TASK INSTRUCTIONS
Copy every line from the records below that carries the word "road".

Collected data
···

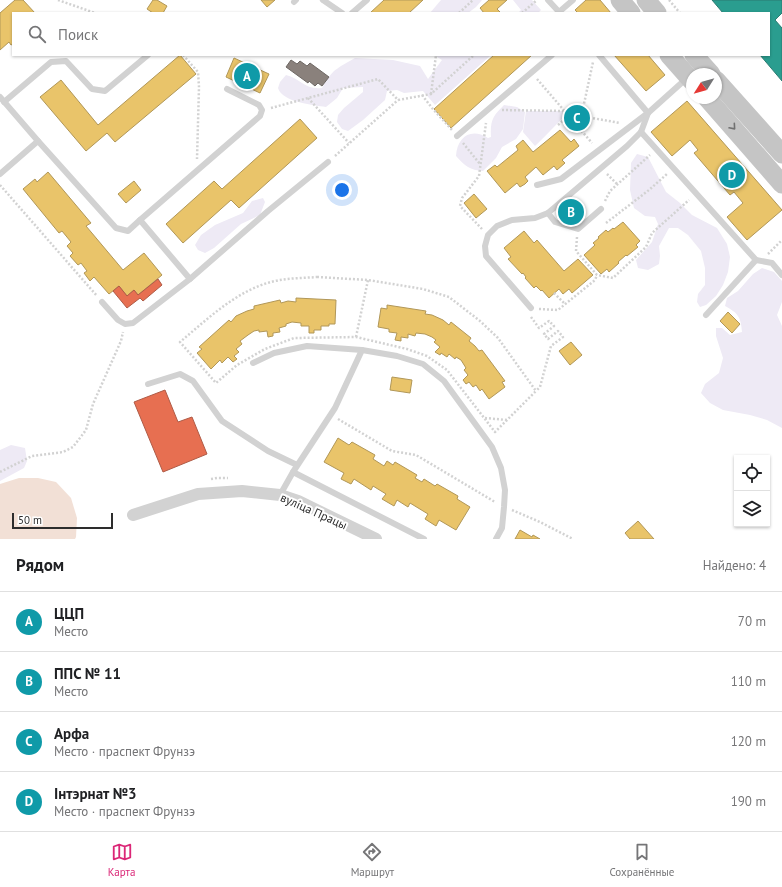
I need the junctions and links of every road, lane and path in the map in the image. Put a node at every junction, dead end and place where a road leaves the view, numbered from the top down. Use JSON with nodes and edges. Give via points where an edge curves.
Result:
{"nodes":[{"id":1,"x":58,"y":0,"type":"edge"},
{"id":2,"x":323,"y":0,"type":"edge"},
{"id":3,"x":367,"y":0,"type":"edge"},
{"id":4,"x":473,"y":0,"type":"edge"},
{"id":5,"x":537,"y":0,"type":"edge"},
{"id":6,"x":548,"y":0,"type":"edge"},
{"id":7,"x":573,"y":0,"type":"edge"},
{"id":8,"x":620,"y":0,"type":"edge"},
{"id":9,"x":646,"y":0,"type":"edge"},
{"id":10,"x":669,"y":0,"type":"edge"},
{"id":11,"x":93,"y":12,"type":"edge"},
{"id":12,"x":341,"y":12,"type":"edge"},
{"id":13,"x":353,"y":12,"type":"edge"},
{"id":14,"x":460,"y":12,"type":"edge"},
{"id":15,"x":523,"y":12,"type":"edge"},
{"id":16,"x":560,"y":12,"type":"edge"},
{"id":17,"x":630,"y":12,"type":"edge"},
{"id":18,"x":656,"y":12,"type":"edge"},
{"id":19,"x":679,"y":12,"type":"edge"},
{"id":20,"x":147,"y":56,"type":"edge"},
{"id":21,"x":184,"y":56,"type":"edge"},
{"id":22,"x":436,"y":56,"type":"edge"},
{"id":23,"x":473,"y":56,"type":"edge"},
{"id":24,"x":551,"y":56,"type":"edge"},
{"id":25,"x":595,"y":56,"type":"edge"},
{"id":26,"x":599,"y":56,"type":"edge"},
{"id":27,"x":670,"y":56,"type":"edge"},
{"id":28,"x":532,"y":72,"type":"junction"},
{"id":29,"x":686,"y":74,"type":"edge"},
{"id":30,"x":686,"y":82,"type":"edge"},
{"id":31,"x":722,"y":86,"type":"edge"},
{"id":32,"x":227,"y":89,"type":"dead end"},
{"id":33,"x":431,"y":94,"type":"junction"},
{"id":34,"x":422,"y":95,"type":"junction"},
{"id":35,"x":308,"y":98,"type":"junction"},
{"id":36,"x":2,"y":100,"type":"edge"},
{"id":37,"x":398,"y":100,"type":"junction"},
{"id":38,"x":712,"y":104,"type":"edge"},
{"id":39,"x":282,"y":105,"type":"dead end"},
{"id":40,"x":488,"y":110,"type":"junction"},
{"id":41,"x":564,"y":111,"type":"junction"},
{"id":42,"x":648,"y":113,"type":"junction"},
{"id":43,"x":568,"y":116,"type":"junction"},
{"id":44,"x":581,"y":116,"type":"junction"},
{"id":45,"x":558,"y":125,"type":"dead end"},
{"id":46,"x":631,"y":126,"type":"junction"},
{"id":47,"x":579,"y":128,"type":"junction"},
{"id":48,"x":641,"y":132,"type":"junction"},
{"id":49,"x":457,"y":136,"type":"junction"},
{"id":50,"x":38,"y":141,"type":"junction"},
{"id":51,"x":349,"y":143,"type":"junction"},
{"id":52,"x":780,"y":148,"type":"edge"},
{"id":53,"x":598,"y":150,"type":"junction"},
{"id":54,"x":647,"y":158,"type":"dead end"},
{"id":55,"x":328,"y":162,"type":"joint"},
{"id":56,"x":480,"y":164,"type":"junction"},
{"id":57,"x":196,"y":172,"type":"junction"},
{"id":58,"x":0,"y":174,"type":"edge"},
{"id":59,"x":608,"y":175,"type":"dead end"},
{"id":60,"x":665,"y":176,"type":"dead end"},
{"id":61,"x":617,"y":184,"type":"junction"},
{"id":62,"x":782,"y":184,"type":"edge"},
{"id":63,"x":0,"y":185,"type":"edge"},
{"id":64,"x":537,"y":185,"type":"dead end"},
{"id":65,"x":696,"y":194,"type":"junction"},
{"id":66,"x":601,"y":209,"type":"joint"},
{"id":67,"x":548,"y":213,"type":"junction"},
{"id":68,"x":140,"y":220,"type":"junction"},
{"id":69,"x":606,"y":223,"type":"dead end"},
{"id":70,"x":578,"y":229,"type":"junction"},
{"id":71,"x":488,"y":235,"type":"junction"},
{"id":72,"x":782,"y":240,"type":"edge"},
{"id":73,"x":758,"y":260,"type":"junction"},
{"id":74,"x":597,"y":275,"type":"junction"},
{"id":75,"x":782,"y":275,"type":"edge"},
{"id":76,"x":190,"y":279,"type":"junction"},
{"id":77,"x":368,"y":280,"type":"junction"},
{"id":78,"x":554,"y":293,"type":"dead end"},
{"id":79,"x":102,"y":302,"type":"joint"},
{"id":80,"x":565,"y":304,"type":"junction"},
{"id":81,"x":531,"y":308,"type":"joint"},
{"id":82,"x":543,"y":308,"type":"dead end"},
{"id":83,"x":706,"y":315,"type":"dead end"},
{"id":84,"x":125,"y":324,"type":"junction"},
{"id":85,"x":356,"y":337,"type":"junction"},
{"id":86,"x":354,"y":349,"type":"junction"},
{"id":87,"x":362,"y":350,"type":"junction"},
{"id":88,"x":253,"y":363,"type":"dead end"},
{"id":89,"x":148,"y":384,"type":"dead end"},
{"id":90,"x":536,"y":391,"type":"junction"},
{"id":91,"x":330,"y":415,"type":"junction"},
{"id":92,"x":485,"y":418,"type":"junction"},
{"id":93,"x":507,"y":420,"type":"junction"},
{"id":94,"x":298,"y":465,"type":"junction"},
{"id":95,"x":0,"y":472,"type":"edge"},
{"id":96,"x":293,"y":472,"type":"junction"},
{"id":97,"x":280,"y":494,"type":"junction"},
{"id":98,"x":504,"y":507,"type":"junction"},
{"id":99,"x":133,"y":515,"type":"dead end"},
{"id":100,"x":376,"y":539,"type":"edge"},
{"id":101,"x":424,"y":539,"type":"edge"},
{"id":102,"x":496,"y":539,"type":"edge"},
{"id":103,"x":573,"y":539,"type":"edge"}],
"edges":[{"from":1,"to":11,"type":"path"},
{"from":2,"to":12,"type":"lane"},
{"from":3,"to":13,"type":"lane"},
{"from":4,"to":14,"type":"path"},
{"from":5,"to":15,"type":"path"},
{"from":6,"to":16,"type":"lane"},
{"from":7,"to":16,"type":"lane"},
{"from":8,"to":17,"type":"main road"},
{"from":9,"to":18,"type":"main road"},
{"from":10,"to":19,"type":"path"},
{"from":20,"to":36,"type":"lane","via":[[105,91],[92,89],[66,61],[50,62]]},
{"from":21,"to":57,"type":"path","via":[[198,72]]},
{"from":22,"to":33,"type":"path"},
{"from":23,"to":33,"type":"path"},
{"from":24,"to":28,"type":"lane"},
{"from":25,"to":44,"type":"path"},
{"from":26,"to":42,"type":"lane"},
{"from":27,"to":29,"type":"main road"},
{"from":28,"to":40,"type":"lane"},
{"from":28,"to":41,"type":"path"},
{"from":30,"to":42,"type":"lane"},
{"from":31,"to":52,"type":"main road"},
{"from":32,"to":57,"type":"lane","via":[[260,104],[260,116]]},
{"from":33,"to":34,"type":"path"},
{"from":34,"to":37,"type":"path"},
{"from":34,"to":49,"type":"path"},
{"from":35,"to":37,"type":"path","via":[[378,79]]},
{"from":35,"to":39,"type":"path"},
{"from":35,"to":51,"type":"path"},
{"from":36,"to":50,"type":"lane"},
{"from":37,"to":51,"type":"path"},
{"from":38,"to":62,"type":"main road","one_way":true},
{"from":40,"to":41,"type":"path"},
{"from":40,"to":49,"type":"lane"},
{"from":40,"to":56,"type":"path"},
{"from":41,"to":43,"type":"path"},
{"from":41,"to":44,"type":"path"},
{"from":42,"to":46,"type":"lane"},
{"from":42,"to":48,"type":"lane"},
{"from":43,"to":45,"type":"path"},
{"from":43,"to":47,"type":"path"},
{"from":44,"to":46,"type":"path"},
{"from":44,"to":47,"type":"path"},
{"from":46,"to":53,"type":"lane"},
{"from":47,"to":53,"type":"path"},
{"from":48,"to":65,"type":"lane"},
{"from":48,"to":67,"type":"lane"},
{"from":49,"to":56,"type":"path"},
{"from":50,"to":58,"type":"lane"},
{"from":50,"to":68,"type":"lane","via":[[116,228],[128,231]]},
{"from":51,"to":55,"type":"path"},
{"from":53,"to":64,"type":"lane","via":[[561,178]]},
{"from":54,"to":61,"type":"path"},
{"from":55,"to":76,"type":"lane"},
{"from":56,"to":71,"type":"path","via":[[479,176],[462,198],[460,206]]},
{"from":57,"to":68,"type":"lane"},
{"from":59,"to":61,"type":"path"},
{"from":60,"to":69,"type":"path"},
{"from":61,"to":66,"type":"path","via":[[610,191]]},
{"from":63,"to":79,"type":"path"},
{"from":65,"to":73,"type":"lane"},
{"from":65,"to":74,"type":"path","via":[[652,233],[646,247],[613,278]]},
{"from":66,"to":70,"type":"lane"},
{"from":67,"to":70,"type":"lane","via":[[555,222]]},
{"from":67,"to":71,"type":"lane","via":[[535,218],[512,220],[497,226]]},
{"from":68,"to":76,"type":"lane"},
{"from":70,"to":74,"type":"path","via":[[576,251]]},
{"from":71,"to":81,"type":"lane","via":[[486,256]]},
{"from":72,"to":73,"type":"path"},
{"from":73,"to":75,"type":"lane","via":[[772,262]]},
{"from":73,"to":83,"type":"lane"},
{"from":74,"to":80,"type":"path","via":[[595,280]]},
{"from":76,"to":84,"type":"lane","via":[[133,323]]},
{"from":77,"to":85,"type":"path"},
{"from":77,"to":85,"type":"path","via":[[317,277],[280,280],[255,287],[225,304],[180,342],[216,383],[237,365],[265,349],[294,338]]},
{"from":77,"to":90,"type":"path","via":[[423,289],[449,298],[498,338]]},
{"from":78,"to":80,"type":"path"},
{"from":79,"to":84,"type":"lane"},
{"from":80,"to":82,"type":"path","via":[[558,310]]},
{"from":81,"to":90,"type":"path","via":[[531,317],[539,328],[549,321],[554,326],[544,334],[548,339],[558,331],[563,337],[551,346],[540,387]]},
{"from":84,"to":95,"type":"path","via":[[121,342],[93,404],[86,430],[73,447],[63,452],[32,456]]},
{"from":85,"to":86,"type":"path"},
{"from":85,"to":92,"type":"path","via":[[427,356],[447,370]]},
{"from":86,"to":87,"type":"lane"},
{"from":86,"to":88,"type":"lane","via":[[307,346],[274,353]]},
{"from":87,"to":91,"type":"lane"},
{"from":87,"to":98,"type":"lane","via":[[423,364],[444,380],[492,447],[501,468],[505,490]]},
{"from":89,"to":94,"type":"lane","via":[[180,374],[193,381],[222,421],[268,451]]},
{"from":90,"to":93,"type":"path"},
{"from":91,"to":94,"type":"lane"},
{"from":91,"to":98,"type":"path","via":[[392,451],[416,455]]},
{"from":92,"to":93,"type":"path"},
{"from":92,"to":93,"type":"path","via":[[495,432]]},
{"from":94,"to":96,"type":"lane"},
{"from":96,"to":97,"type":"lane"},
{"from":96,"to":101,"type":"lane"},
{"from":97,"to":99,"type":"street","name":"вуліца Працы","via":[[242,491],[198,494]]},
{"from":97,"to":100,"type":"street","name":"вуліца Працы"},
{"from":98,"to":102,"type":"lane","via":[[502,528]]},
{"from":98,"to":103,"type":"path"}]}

···

RESPONSE AREA
I need the junctions and links of every road, lane and path in the map in the image. Put a node at every junction, dead end and place where a road leaves the view, numbered from the top down. Use JSON with nodes and edges. Give via points where an edge curves.
{"from":8,"to":17,"type":"main road"},
{"from":9,"to":18,"type":"main road"},
{"from":27,"to":29,"type":"main road"},
{"from":31,"to":52,"type":"main road"},
{"from":38,"to":62,"type":"main road","one_way":true},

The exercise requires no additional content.